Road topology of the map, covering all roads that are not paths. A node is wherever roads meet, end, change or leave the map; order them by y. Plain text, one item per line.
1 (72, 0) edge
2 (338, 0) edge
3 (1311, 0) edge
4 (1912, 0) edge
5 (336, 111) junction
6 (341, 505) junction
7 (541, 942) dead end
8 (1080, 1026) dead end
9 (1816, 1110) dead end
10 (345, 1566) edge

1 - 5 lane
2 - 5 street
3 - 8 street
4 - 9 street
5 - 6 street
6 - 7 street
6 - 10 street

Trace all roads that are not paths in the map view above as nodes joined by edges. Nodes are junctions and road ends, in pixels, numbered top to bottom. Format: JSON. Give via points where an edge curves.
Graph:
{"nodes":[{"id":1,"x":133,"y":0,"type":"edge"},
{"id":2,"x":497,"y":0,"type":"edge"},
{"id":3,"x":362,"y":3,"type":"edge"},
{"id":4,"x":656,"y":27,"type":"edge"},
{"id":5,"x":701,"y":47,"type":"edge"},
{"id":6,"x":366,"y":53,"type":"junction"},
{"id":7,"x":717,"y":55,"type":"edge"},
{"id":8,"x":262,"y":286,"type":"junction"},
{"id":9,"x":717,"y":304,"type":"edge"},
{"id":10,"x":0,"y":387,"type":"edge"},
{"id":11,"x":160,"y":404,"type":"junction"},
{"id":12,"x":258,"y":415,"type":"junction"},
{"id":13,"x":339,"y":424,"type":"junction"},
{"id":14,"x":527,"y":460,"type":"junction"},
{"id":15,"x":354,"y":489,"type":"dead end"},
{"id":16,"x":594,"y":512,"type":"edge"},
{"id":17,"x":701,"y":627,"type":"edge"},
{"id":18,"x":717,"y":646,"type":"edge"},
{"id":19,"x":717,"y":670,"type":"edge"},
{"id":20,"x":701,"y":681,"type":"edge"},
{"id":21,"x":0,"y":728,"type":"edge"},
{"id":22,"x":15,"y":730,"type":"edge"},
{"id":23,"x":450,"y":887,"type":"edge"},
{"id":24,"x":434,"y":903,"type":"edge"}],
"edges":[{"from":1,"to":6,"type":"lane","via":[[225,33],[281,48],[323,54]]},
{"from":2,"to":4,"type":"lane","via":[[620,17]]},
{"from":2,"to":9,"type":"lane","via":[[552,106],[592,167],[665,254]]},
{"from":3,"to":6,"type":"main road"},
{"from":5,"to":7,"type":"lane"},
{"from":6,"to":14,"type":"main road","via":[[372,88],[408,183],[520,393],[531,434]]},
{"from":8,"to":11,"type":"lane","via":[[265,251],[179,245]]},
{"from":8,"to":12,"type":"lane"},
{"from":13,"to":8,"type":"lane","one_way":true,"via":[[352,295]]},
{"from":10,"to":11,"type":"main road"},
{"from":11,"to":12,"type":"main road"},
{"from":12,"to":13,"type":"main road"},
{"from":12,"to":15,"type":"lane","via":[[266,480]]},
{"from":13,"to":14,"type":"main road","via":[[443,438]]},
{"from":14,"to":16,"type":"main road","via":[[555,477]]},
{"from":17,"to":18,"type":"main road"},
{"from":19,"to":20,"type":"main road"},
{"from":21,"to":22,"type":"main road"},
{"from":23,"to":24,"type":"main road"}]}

→ **Task requirements**: Each entry above should be output again, precisely as given.

→ **Task response**:
Road topology of the map, covering all roads that are not paths. A node is wherever roads meet, end, change or leave the map; order them by y. Plain text, one item per line.
1 (72, 0) edge
2 (338, 0) edge
3 (1311, 0) edge
4 (1912, 0) edge
5 (336, 111) junction
6 (341, 505) junction
7 (541, 942) dead end
8 (1080, 1026) dead end
9 (1816, 1110) dead end
10 (345, 1566) edge

1 - 5 lane
2 - 5 street
3 - 8 street
4 - 9 street
5 - 6 street
6 - 7 street
6 - 10 street

Trace all roads that are not paths in the map view above as nodes joined by edges. Nodes are junctions and road ends, in pixels, numbered top to bottom. Format: JSON. Give via points where an edge curves.
Graph:
{"nodes":[{"id":1,"x":133,"y":0,"type":"edge"},
{"id":2,"x":497,"y":0,"type":"edge"},
{"id":3,"x":362,"y":3,"type":"edge"},
{"id":4,"x":656,"y":27,"type":"edge"},
{"id":5,"x":701,"y":47,"type":"edge"},
{"id":6,"x":366,"y":53,"type":"junction"},
{"id":7,"x":717,"y":55,"type":"edge"},
{"id":8,"x":262,"y":286,"type":"junction"},
{"id":9,"x":717,"y":304,"type":"edge"},
{"id":10,"x":0,"y":387,"type":"edge"},
{"id":11,"x":160,"y":404,"type":"junction"},
{"id":12,"x":258,"y":415,"type":"junction"},
{"id":13,"x":339,"y":424,"type":"junction"},
{"id":14,"x":527,"y":460,"type":"junction"},
{"id":15,"x":354,"y":489,"type":"dead end"},
{"id":16,"x":594,"y":512,"type":"edge"},
{"id":17,"x":701,"y":627,"type":"edge"},
{"id":18,"x":717,"y":646,"type":"edge"},
{"id":19,"x":717,"y":670,"type":"edge"},
{"id":20,"x":701,"y":681,"type":"edge"},
{"id":21,"x":0,"y":728,"type":"edge"},
{"id":22,"x":15,"y":730,"type":"edge"},
{"id":23,"x":450,"y":887,"type":"edge"},
{"id":24,"x":434,"y":903,"type":"edge"}],
"edges":[{"from":1,"to":6,"type":"lane","via":[[225,33],[281,48],[323,54]]},
{"from":2,"to":4,"type":"lane","via":[[620,17]]},
{"from":2,"to":9,"type":"lane","via":[[552,106],[592,167],[665,254]]},
{"from":3,"to":6,"type":"main road"},
{"from":5,"to":7,"type":"lane"},
{"from":6,"to":14,"type":"main road","via":[[372,88],[408,183],[520,393],[531,434]]},
{"from":8,"to":11,"type":"lane","via":[[265,251],[179,245]]},
{"from":8,"to":12,"type":"lane"},
{"from":13,"to":8,"type":"lane","one_way":true,"via":[[352,295]]},
{"from":10,"to":11,"type":"main road"},
{"from":11,"to":12,"type":"main road"},
{"from":12,"to":13,"type":"main road"},
{"from":12,"to":15,"type":"lane","via":[[266,480]]},
{"from":13,"to":14,"type":"main road","via":[[443,438]]},
{"from":14,"to":16,"type":"main road","via":[[555,477]]},
{"from":17,"to":18,"type":"main road"},
{"from":19,"to":20,"type":"main road"},
{"from":21,"to":22,"type":"main road"},
{"from":23,"to":24,"type":"main road"}]}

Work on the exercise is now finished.